COVID-19

Quantitative or qualitative forward guidance: Does it matter?

Vol: 
36/2018
Author name: 
Detmers GA
Karagedikli O
Moessner R
Year: 
2018
Month: 
August
Abstract: 

Is publishing central bank projections of the policy rate a better way of managing market expectations than with written statements, and does it lead to overreactions by markets? To answer this, we use a quasi-experiment from the policy announcements of the Reserve Bank of New Zealand (RBNZ). Every monetary policy decision by the RBNZ is accompanied by a written statement about the state of the economy and the policy outlook, but only every second decision is accompanied by a published interest rate forecast. We exploit this difference in the information accompanying decisions to study the relative influences of qualitative and quantitative forward guidance. We find that the information releases have significant effects on asset prices regardless of the nature of the communication (quantitative or qualitative). Announcements that include an interest rate projection lead to very similar market reactions across the yield curve as announcements that only include written statements.
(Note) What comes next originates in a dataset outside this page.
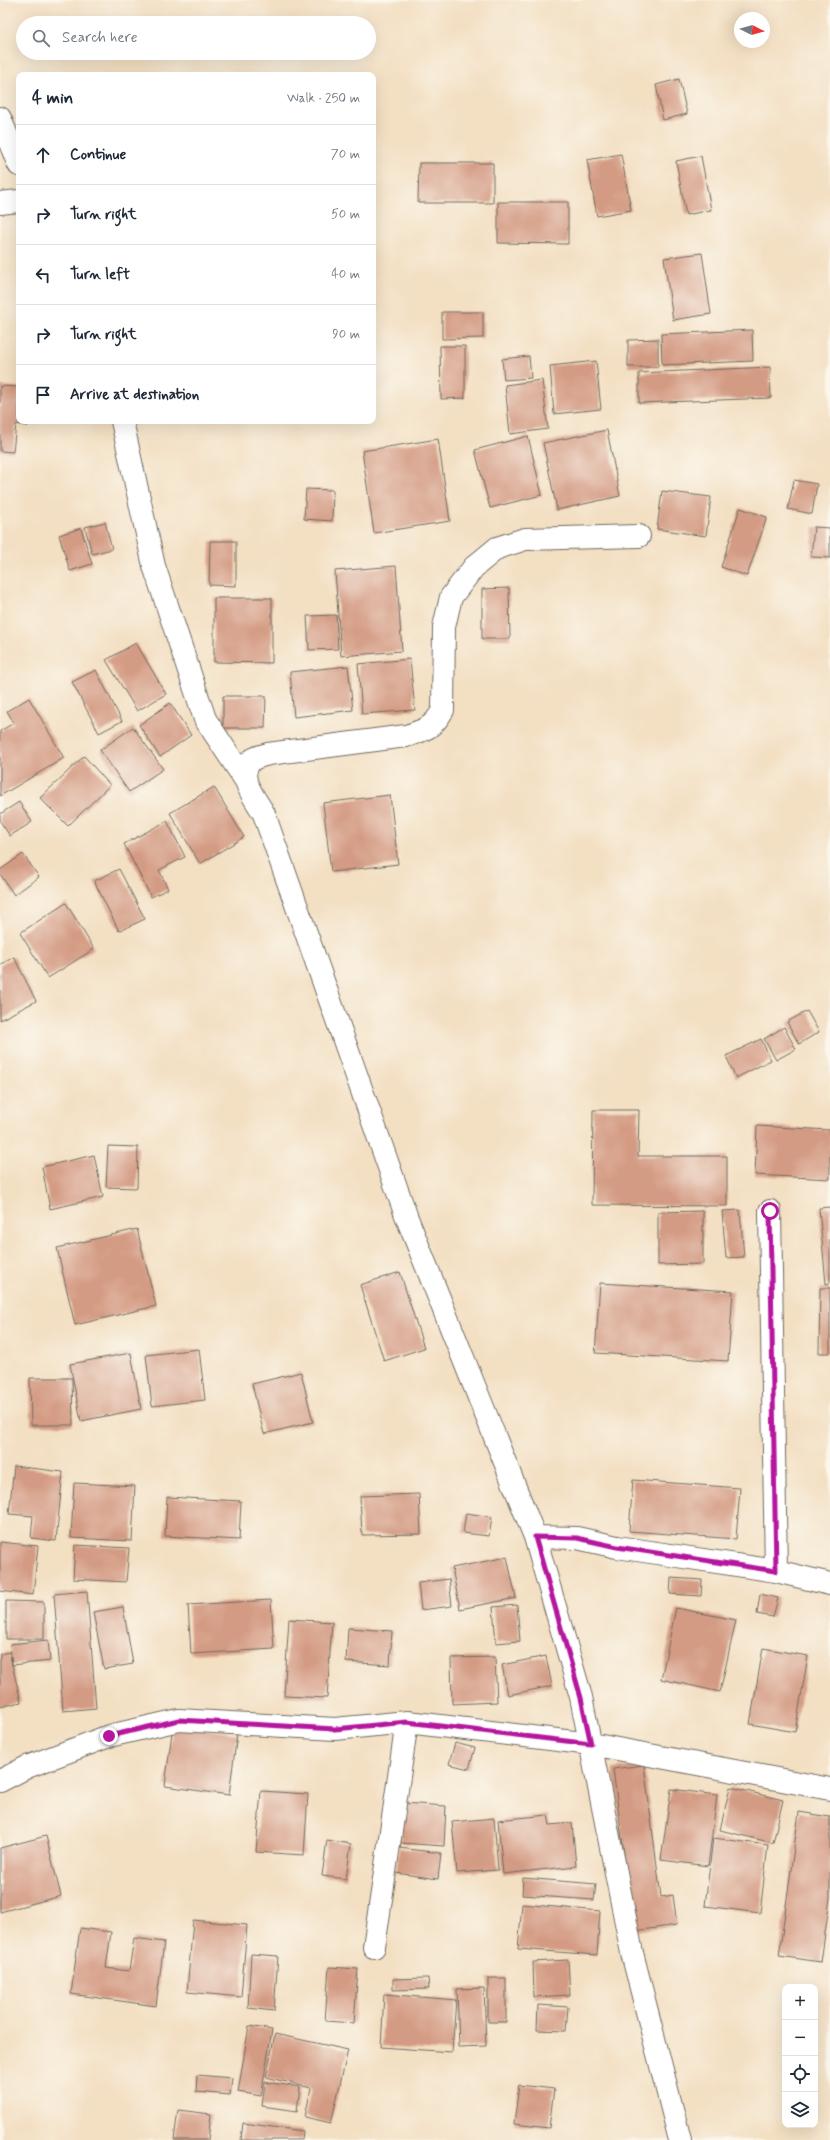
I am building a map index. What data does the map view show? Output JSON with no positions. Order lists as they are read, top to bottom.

This control-treatment approach suggests that earlier studies may overstate the effects of publishing interest rate forecasts on market prices: it is not only the interest rate forecasts that markets react to, as they seem to infer similar forward guidance from written statements. We interpret our results as implying that central bank communication is important, but that the exact form of that communication is less critical. Our results also suggest that market participants understand the conditional nature of the RBNZ interest rate forecasts, and that concerns that markets read these forecasts as binding promises are unwarranted.